▶ **Material for this exercise**
-*-*-
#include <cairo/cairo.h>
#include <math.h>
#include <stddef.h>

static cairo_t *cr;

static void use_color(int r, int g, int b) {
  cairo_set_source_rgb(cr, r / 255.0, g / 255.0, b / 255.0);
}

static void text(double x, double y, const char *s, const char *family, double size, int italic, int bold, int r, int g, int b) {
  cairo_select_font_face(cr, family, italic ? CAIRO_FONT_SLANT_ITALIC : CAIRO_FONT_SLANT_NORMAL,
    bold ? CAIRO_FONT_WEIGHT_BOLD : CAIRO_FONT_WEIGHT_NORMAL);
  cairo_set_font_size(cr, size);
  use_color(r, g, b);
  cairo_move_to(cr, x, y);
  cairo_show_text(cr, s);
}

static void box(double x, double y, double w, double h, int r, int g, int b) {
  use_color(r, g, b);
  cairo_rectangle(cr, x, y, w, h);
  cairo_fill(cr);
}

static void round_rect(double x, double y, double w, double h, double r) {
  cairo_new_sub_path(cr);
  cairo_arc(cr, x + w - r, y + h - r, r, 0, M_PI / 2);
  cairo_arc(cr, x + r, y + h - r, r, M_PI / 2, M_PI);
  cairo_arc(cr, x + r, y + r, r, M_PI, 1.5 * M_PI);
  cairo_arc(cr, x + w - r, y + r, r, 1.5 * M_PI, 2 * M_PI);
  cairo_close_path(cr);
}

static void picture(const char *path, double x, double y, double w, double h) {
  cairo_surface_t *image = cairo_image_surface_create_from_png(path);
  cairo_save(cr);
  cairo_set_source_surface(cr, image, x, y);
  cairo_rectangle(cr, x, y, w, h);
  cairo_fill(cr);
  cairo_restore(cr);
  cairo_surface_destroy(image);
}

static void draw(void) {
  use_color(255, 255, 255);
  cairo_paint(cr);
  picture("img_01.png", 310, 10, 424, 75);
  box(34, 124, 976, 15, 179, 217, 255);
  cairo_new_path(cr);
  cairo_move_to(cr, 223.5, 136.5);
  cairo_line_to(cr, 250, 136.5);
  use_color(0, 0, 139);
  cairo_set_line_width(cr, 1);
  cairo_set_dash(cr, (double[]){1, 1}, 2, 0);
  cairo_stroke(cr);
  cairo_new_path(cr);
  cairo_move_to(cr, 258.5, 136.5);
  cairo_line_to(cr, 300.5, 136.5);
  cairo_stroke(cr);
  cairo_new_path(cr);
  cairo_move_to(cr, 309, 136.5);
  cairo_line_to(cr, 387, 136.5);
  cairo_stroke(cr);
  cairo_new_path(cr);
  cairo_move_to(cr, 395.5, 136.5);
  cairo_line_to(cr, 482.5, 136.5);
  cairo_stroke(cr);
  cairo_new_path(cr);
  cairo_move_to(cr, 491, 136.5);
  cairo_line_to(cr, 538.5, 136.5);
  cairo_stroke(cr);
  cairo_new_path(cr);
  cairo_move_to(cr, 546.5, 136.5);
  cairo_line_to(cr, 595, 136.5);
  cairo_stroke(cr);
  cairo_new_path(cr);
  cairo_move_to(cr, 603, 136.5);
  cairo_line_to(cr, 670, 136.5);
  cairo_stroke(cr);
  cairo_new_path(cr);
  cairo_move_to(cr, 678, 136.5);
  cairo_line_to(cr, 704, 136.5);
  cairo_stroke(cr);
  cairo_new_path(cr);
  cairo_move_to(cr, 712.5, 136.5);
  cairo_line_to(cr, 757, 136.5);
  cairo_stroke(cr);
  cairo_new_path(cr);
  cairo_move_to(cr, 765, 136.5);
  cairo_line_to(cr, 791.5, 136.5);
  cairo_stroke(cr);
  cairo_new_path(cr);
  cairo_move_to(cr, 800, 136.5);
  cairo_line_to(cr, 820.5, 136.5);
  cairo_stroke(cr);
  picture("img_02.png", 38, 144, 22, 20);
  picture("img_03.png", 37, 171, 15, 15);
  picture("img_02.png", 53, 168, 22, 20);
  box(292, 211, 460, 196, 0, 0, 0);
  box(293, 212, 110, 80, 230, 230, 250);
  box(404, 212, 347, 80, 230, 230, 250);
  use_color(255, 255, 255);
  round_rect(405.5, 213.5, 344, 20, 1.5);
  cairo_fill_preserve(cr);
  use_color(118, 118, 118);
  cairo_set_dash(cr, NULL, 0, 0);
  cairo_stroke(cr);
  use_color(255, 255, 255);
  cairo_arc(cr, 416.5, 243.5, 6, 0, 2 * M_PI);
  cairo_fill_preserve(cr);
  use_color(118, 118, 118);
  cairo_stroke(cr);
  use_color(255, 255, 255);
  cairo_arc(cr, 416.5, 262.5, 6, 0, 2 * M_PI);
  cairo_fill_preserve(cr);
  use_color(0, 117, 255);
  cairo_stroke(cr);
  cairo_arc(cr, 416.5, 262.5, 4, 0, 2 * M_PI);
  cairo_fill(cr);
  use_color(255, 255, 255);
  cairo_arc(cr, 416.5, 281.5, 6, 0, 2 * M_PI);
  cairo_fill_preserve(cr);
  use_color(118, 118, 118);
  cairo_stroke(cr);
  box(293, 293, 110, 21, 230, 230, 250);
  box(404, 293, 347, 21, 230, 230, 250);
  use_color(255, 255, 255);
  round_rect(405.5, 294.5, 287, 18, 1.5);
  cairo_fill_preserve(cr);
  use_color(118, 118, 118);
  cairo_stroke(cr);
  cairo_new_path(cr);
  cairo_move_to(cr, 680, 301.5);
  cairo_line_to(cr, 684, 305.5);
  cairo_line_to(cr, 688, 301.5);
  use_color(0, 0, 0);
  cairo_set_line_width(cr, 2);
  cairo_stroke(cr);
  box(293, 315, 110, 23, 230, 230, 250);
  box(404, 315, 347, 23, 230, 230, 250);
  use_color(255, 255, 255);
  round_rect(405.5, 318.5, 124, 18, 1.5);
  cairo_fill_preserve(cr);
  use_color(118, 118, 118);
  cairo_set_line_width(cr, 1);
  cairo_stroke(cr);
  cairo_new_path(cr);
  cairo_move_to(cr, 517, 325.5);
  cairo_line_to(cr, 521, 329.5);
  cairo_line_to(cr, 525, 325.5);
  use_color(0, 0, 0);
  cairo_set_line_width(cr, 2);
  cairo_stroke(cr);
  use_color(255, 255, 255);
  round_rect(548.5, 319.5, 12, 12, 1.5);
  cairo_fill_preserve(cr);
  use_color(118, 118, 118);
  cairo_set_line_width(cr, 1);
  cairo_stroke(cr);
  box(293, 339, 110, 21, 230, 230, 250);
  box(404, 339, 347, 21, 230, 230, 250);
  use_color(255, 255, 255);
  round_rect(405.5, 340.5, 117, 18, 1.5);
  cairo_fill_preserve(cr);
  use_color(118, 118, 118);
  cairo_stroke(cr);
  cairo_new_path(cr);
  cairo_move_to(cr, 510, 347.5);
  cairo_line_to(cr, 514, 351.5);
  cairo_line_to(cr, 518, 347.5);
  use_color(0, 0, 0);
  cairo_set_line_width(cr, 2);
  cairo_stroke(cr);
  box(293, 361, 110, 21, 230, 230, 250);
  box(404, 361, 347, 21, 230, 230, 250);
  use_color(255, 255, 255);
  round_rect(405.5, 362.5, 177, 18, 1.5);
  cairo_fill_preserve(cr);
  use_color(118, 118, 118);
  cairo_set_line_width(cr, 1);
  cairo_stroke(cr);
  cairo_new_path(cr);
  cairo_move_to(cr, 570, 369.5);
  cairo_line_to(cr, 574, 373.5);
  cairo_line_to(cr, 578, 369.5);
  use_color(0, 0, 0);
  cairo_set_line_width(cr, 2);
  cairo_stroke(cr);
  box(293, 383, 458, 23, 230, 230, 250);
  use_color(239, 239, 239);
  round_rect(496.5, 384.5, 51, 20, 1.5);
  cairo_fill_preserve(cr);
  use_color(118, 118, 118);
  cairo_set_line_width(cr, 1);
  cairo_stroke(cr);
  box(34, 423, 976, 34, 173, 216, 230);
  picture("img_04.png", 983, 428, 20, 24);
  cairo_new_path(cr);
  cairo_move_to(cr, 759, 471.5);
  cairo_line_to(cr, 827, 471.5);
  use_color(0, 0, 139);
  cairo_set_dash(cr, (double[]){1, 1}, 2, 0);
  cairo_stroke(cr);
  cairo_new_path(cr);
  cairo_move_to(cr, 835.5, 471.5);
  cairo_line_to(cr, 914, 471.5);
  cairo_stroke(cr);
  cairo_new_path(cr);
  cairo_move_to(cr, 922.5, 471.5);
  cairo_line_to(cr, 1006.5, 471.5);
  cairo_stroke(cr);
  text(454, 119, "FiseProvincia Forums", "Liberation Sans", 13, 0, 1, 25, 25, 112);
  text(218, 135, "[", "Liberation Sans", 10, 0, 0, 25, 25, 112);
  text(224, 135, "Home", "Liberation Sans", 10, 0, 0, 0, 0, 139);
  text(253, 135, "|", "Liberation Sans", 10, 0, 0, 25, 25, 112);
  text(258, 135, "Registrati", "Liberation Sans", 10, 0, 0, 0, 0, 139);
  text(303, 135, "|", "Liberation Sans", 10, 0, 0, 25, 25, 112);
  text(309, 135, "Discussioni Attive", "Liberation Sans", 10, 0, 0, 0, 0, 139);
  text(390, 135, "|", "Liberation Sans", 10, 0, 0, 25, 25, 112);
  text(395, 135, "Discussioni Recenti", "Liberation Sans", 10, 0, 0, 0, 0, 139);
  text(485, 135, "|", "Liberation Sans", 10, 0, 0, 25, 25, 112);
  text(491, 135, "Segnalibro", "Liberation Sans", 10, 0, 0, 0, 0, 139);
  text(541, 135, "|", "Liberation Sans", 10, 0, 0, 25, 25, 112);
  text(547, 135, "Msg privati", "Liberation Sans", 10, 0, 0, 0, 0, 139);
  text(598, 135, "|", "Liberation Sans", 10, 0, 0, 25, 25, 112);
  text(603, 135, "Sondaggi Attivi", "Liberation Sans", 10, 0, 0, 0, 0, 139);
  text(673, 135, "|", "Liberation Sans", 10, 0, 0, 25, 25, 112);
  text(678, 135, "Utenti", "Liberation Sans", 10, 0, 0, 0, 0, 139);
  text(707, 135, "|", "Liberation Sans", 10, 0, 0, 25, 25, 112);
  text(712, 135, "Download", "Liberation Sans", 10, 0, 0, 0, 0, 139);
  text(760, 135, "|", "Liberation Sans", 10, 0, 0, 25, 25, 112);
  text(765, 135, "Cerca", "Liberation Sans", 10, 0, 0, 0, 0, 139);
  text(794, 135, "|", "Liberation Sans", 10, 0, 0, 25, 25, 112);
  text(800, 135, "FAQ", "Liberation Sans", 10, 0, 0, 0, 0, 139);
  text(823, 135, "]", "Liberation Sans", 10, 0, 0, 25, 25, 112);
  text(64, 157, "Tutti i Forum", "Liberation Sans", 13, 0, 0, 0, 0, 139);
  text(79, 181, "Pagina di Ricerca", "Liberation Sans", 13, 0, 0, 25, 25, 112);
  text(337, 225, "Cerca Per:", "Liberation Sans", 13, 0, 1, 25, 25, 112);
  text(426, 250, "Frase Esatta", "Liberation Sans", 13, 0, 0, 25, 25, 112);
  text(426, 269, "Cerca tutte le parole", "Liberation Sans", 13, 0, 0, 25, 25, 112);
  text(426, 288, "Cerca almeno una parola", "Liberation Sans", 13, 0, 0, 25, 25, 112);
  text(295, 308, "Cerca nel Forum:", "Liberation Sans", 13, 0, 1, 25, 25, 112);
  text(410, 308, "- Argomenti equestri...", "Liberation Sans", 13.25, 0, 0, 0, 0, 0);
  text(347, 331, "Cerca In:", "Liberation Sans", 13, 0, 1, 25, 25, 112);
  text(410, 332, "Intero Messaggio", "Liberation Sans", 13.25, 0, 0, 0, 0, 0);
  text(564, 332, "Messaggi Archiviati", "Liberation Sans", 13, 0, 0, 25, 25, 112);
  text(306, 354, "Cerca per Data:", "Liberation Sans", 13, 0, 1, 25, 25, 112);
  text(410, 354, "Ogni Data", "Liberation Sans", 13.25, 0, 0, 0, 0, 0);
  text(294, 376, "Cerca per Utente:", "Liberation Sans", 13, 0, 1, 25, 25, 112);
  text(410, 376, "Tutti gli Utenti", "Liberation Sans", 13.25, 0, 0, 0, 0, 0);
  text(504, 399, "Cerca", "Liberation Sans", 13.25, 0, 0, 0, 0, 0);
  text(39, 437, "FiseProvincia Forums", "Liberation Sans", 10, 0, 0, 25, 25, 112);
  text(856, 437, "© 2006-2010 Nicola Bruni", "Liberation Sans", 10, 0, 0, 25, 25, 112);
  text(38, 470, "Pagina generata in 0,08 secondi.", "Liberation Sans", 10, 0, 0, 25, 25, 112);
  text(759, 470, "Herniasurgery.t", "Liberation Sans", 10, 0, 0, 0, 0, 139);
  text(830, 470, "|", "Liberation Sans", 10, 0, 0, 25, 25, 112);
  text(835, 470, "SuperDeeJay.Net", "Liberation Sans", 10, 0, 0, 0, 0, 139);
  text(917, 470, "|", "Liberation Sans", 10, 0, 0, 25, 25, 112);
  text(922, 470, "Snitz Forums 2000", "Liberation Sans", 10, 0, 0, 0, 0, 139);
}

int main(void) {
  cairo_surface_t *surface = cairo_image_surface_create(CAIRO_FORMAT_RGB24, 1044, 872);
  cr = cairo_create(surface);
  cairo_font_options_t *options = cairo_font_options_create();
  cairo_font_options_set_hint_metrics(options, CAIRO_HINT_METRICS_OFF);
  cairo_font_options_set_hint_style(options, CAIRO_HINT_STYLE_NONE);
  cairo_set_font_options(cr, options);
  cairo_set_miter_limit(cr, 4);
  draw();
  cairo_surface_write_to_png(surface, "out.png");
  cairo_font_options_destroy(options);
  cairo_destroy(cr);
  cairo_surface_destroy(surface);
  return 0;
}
-*-*-
Copy every line in the records above that contains the word "italic".

static void text(double x, double y, const char *s, const char *family, double size, int italic, int bold, int r, int g, int b) {
  cairo_select_font_face(cr, family, italic ? CAIRO_FONT_SLANT_ITALIC : CAIRO_FONT_SLANT_NORMAL,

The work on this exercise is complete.